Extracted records
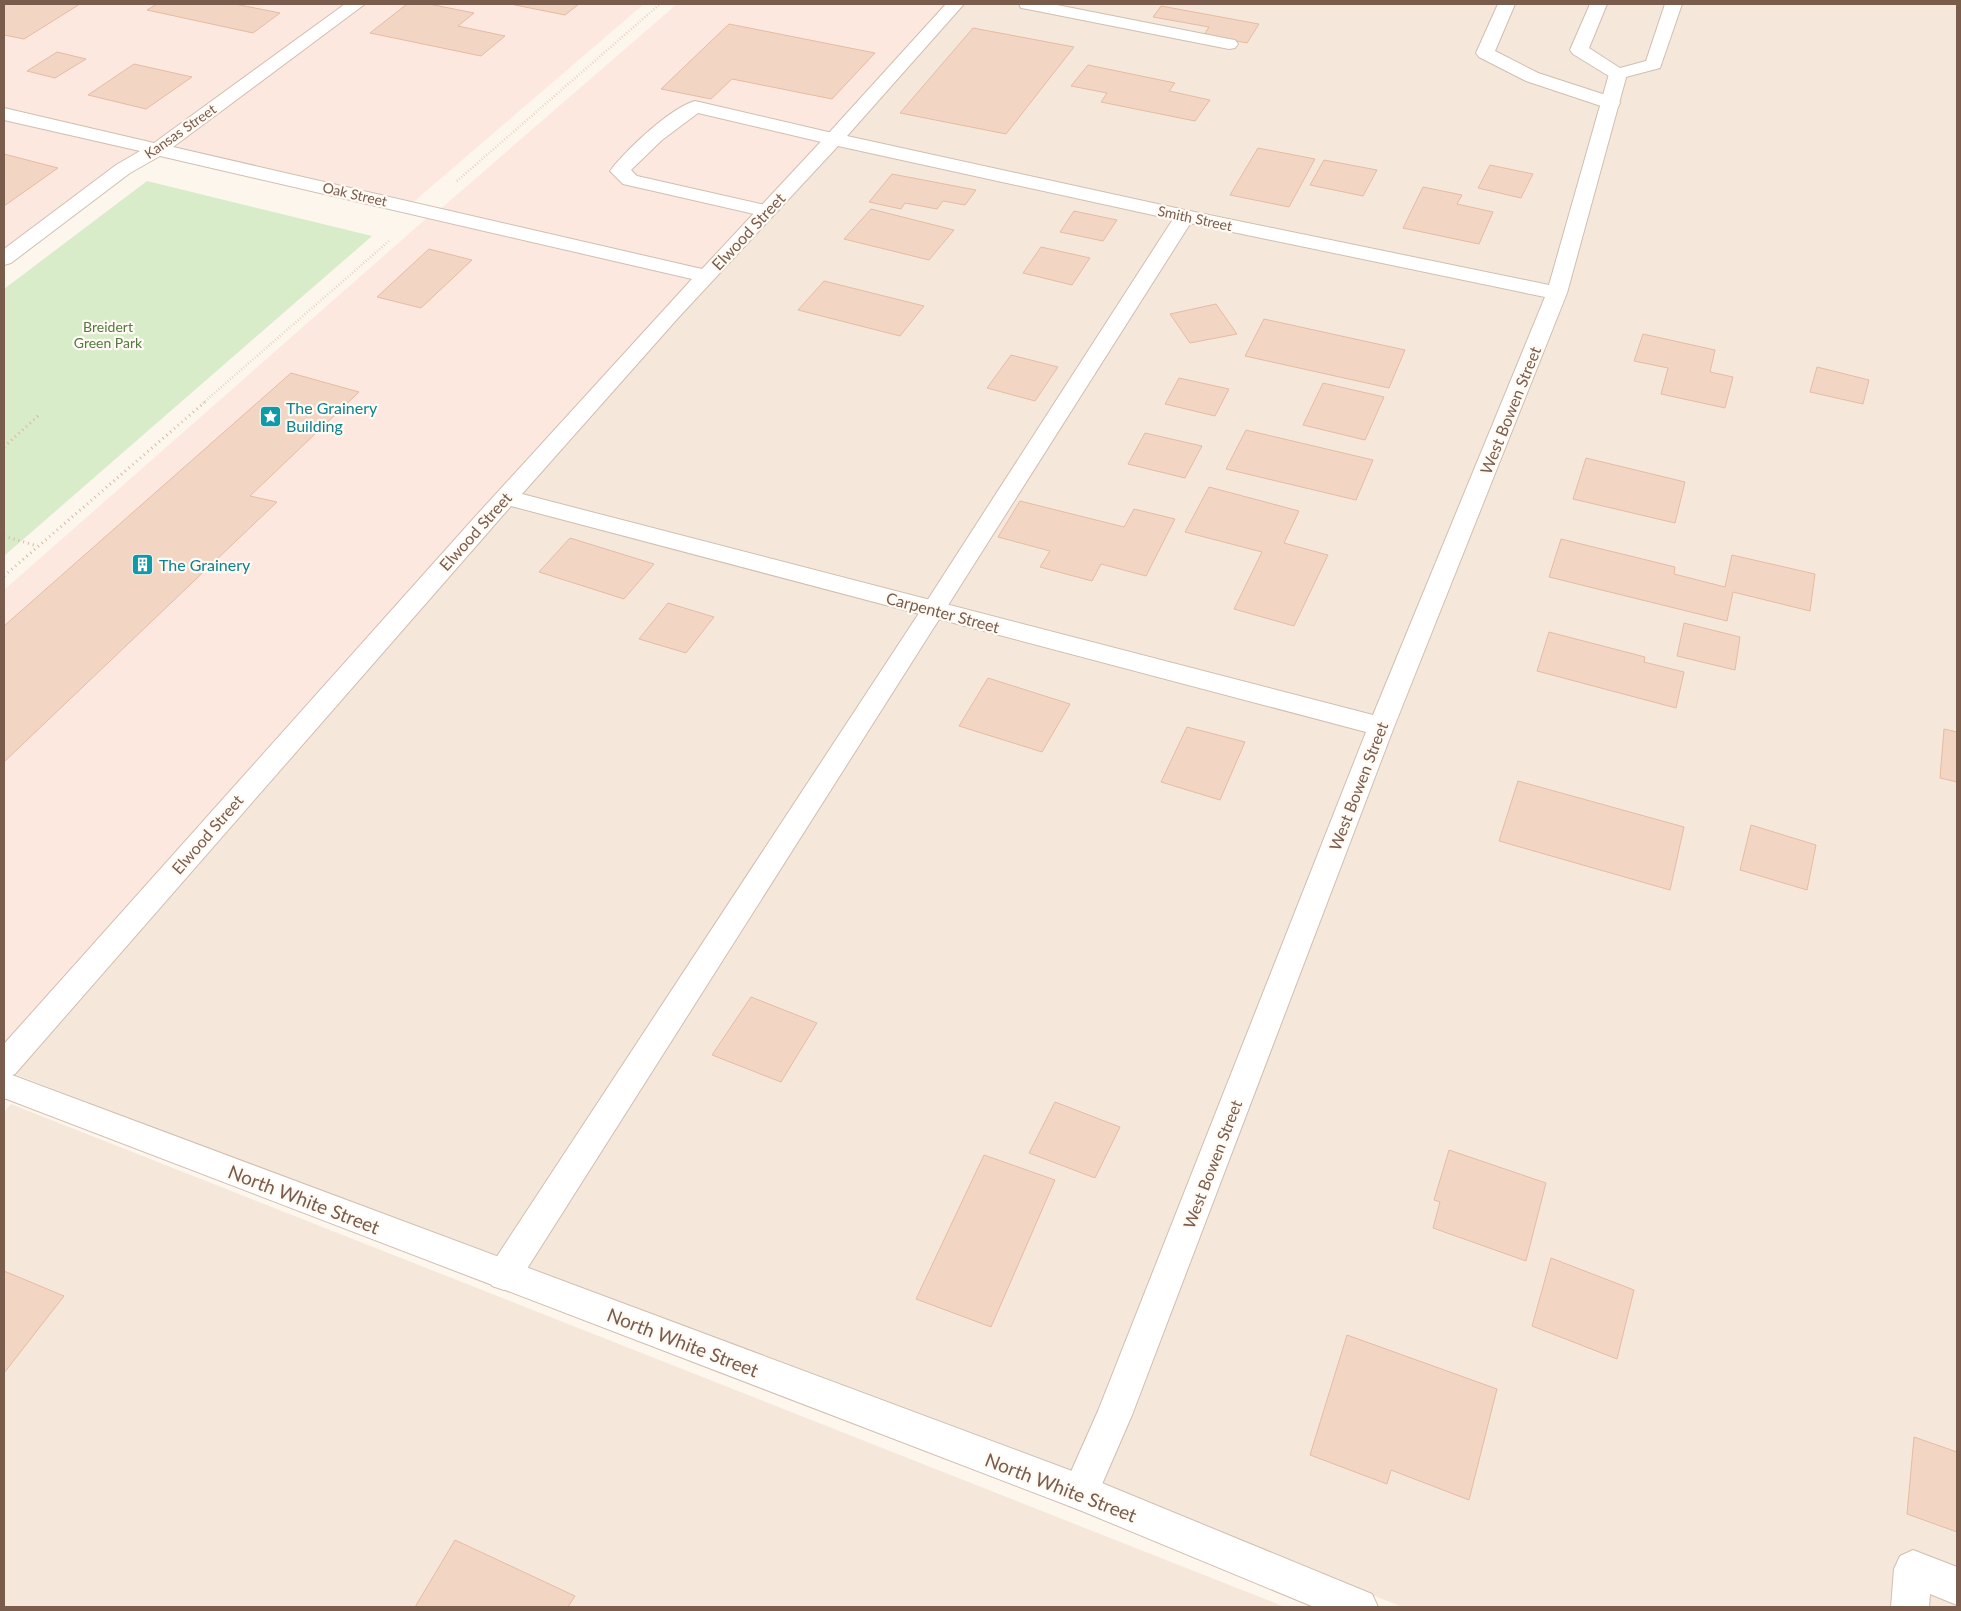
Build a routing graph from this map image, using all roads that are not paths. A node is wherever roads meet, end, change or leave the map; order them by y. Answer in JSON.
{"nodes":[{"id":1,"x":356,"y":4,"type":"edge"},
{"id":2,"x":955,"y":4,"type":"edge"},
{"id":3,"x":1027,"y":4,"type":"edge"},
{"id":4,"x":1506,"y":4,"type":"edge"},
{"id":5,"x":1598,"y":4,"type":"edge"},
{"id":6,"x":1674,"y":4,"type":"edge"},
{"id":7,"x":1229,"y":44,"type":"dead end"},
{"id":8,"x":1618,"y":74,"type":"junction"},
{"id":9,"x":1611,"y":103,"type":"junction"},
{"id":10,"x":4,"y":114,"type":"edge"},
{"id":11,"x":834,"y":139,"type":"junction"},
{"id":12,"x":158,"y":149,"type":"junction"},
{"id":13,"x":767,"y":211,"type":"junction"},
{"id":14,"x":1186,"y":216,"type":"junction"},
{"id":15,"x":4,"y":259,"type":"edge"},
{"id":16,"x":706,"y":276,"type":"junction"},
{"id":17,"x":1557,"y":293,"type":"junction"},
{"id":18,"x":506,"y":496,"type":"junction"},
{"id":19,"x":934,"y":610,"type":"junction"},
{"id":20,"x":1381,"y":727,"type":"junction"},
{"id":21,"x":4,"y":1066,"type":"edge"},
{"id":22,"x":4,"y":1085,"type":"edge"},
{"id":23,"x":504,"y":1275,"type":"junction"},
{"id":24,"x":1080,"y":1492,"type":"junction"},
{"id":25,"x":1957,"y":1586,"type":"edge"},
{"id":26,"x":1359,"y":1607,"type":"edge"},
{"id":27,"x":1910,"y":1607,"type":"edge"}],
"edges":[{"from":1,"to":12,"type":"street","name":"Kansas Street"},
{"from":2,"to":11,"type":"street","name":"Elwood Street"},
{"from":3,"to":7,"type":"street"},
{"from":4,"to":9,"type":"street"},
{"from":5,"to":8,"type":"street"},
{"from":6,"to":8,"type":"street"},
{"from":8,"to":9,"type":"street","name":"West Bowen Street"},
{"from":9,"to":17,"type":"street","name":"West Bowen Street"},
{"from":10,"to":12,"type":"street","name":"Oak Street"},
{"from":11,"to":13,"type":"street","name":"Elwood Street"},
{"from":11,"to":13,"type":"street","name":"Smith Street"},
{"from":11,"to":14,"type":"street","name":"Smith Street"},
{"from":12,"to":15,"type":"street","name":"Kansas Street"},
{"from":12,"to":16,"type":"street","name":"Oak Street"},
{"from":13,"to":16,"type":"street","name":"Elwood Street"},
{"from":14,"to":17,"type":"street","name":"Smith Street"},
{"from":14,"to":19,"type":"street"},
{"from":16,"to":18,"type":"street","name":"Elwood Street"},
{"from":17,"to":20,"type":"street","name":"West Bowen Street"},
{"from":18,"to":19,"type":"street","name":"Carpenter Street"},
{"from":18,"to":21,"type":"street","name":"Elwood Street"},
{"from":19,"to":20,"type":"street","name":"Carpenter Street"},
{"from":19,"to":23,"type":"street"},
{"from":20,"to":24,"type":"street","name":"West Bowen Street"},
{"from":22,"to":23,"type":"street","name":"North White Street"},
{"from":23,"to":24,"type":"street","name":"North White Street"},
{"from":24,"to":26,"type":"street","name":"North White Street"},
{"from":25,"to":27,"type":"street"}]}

- WORK ITEM: For the word "West", return every line of the records that holds it.

- FINAL ANSWER:
{"from":8,"to":9,"type":"street","name":"West Bowen Street"},
{"from":9,"to":17,"type":"street","name":"West Bowen Street"},
{"from":17,"to":20,"type":"street","name":"West Bowen Street"},
{"from":20,"to":24,"type":"street","name":"West Bowen Street"},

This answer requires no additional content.